=== Records provided ===
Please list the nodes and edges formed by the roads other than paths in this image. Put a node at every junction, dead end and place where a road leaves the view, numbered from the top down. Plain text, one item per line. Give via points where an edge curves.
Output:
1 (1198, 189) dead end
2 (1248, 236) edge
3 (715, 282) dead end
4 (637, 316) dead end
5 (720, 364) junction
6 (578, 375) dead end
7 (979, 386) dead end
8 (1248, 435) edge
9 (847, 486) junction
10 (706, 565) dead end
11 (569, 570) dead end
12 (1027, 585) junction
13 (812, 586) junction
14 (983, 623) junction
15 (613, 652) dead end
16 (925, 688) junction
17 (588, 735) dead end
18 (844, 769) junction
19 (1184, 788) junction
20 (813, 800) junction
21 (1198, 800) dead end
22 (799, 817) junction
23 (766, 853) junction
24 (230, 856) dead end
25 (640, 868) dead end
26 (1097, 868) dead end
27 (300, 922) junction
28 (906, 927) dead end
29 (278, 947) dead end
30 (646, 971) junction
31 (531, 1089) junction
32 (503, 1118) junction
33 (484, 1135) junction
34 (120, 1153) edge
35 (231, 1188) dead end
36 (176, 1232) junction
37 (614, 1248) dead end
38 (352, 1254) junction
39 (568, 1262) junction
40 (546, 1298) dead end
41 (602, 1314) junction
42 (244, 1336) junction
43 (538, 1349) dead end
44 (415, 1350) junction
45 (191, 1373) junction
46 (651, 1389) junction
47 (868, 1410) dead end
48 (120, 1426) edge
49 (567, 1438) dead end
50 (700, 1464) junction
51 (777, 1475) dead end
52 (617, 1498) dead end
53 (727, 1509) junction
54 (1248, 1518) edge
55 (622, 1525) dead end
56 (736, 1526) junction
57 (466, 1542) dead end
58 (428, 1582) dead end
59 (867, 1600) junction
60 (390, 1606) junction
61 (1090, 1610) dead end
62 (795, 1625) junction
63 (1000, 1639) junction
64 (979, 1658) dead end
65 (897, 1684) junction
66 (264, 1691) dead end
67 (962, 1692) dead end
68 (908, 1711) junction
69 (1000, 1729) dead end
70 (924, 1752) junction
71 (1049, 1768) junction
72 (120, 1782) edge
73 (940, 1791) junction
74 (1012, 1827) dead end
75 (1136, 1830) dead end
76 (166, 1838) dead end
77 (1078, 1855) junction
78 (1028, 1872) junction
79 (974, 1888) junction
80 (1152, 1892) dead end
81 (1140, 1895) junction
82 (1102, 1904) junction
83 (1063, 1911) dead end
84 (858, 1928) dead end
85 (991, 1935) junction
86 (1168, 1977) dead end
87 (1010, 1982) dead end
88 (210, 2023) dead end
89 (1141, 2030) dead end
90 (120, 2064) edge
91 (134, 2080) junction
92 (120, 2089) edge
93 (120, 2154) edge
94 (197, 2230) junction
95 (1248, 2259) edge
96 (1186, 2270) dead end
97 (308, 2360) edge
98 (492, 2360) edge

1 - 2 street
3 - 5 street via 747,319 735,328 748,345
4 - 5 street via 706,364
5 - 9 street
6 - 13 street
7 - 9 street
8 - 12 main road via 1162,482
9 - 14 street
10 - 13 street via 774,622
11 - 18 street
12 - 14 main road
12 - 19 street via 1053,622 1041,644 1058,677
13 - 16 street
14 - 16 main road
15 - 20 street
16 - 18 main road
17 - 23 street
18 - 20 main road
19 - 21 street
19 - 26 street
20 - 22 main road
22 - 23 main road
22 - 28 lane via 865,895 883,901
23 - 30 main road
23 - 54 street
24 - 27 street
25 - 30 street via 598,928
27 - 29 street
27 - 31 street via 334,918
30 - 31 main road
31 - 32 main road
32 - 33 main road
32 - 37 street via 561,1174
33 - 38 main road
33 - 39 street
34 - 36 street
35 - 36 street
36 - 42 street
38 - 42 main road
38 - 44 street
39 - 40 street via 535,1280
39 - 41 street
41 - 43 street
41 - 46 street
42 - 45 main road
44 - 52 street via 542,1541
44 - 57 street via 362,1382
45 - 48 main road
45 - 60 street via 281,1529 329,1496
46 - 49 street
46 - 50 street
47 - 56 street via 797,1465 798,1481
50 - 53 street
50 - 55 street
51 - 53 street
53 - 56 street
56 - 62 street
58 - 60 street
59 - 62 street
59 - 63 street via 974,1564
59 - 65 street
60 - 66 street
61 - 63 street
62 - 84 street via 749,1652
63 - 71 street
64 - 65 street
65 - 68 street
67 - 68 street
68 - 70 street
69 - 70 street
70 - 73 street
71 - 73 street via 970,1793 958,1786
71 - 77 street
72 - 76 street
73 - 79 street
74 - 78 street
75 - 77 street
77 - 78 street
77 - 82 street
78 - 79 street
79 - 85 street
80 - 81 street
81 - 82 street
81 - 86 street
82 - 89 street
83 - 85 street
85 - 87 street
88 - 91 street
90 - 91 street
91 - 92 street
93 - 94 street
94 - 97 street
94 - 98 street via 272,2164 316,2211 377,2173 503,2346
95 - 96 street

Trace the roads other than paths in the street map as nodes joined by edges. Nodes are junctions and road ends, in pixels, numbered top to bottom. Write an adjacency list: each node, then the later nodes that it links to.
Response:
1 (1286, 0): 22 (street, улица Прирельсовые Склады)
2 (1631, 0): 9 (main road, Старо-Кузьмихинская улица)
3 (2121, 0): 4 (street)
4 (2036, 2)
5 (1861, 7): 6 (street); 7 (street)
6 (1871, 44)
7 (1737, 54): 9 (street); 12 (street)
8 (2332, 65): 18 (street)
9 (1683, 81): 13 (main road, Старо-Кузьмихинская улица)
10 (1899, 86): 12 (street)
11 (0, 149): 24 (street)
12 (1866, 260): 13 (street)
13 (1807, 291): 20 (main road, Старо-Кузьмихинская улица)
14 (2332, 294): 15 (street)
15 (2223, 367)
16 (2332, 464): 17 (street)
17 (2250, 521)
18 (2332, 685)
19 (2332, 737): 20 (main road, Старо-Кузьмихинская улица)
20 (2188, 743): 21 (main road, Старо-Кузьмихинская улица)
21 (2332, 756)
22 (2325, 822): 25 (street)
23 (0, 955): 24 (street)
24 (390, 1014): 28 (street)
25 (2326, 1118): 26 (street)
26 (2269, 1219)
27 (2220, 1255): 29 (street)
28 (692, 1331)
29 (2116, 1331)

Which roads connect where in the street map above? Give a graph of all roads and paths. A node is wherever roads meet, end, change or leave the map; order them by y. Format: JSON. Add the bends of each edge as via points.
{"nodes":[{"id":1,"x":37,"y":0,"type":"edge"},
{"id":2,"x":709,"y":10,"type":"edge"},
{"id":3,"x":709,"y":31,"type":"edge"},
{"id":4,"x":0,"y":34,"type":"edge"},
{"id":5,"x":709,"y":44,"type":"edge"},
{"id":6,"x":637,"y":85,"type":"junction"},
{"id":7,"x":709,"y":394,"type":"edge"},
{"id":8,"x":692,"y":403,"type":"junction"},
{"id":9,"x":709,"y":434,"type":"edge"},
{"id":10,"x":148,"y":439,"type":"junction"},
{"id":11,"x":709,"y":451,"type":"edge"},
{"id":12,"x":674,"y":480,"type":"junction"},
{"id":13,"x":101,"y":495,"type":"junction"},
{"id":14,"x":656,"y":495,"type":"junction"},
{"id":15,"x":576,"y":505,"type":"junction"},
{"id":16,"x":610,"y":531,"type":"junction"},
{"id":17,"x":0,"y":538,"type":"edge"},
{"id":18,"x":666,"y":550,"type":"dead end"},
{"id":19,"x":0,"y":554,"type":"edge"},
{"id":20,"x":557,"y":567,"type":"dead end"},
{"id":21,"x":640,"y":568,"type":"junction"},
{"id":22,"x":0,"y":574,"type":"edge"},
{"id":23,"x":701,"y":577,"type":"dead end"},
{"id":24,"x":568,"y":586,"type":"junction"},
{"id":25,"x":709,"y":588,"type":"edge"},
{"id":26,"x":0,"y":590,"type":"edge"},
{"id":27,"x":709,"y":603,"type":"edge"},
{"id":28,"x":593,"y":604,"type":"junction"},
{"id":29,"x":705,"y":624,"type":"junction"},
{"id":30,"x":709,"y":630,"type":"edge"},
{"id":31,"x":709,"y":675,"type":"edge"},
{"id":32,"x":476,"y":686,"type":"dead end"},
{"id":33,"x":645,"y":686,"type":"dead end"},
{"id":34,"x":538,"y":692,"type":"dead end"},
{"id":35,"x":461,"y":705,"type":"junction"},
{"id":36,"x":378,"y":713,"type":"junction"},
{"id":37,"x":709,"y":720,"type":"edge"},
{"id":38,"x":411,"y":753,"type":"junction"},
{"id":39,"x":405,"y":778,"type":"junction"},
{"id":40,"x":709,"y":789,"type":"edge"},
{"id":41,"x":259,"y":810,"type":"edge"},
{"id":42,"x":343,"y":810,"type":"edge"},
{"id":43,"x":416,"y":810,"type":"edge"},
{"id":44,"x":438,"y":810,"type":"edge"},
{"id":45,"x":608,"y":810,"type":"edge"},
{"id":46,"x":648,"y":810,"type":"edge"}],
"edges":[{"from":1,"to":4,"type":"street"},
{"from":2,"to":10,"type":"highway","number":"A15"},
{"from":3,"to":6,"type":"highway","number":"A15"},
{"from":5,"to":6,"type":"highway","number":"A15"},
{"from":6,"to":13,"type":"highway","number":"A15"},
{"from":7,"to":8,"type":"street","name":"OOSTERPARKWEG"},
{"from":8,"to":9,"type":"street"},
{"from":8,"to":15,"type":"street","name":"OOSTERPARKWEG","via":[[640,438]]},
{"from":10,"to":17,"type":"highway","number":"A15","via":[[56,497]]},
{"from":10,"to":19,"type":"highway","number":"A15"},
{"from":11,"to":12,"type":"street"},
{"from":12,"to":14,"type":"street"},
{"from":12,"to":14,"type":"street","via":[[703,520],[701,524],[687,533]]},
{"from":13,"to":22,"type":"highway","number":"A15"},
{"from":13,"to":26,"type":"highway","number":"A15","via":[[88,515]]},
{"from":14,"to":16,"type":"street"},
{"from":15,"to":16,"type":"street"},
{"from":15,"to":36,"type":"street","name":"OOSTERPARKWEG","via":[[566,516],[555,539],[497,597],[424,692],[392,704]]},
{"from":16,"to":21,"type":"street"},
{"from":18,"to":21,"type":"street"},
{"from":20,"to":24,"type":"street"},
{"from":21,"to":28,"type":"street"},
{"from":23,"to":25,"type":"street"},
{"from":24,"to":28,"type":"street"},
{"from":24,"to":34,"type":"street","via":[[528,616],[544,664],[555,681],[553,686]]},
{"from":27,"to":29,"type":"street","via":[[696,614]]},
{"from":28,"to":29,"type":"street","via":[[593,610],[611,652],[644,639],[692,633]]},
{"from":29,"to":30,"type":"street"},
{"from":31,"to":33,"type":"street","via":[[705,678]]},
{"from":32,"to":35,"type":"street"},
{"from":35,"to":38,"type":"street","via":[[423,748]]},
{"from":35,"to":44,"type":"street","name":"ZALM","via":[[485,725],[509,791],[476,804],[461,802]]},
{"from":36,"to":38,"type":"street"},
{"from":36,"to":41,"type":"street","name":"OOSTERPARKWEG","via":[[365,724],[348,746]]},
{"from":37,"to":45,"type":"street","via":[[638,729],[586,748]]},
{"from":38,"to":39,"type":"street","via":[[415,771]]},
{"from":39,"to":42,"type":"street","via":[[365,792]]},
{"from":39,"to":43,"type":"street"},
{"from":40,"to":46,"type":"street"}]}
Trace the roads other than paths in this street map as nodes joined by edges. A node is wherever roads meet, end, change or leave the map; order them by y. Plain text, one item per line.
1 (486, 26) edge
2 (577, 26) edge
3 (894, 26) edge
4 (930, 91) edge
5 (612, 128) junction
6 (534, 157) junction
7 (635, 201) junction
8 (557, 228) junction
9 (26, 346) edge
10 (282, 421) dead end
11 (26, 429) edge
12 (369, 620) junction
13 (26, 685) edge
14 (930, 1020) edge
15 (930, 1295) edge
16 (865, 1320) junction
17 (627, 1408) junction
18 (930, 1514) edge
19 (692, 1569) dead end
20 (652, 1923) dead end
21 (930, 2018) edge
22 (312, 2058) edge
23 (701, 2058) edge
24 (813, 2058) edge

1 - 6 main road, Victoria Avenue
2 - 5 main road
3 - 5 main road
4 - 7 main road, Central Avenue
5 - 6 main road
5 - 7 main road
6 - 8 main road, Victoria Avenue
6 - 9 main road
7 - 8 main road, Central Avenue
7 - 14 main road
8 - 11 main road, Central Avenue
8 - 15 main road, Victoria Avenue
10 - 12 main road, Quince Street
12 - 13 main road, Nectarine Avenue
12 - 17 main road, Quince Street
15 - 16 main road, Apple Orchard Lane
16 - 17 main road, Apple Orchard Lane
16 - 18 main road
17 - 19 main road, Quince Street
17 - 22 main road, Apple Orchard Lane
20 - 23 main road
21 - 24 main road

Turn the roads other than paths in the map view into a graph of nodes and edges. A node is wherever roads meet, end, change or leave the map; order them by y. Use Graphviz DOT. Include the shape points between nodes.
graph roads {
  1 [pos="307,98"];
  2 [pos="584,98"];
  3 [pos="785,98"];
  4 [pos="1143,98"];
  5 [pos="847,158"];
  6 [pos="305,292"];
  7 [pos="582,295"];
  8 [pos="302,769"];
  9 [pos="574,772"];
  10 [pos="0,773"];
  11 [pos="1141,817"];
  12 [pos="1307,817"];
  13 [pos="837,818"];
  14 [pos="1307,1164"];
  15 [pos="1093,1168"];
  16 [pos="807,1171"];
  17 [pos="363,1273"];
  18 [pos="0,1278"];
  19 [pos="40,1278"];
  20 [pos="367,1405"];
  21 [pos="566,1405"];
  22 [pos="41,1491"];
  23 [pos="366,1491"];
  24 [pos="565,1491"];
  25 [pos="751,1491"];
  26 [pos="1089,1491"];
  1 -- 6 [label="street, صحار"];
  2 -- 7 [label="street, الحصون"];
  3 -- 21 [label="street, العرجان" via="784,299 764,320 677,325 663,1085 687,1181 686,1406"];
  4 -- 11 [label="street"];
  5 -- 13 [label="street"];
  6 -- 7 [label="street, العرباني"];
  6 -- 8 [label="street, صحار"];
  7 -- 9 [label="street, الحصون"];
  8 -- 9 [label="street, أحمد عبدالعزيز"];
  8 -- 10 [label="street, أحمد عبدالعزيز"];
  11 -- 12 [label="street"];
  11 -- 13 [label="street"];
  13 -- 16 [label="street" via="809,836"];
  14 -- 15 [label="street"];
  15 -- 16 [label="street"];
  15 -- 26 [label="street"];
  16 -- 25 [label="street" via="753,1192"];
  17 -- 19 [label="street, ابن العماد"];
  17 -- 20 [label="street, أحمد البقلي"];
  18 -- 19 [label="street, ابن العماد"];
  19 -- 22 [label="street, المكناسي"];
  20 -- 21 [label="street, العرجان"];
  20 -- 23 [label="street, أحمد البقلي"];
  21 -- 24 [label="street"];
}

=== What is being asked ===
Throughout the material above, report each line holding the word "Старо".

=== Solution for this task ===
2 (1631, 0): 9 (main road, Старо-Кузьмихинская улица)
9 (1683, 81): 13 (main road, Старо-Кузьмихинская улица)
13 (1807, 291): 20 (main road, Старо-Кузьмихинская улица)
19 (2332, 737): 20 (main road, Старо-Кузьмихинская улица)
20 (2188, 743): 21 (main road, Старо-Кузьмихинская улица)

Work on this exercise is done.